● Exercise goal
Report only how many lines of the records contain the word "from".

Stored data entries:
====

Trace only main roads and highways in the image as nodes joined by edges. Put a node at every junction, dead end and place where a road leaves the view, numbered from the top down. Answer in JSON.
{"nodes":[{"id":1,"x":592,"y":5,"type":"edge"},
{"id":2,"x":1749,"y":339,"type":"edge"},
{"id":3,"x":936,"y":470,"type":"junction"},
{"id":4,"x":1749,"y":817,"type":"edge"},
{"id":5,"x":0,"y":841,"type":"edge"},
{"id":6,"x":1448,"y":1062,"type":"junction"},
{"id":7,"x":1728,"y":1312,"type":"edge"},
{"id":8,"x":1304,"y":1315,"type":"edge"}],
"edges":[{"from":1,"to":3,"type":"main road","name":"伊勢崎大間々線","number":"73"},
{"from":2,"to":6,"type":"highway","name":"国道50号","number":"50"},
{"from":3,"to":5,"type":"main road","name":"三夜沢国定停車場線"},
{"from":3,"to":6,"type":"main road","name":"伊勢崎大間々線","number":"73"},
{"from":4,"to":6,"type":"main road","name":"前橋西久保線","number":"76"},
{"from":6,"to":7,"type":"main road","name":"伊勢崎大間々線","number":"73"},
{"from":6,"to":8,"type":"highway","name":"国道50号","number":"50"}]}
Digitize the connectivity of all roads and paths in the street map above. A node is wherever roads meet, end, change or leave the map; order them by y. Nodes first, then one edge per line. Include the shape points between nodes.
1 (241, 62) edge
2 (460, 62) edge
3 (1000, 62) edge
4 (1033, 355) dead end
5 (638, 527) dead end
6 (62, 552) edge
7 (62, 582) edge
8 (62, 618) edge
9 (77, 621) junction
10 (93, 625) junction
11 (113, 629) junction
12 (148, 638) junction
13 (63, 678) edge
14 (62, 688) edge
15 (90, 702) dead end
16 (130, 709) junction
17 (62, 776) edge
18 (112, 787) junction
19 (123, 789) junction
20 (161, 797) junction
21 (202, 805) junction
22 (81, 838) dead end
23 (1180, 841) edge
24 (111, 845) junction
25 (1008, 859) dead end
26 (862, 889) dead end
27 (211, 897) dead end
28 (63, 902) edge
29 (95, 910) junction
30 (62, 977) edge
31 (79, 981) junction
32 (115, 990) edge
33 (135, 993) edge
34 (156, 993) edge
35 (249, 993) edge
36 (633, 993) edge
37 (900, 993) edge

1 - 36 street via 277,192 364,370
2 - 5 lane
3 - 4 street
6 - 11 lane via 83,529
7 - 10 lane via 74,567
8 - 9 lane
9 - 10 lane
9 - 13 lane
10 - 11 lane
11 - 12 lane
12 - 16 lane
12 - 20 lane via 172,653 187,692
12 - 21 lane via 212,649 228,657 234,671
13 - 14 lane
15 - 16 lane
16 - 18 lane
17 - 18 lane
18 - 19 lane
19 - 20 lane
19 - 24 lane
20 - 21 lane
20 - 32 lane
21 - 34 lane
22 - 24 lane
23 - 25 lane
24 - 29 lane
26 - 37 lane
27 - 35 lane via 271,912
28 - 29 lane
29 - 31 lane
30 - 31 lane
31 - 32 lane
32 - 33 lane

====

● Answer section
8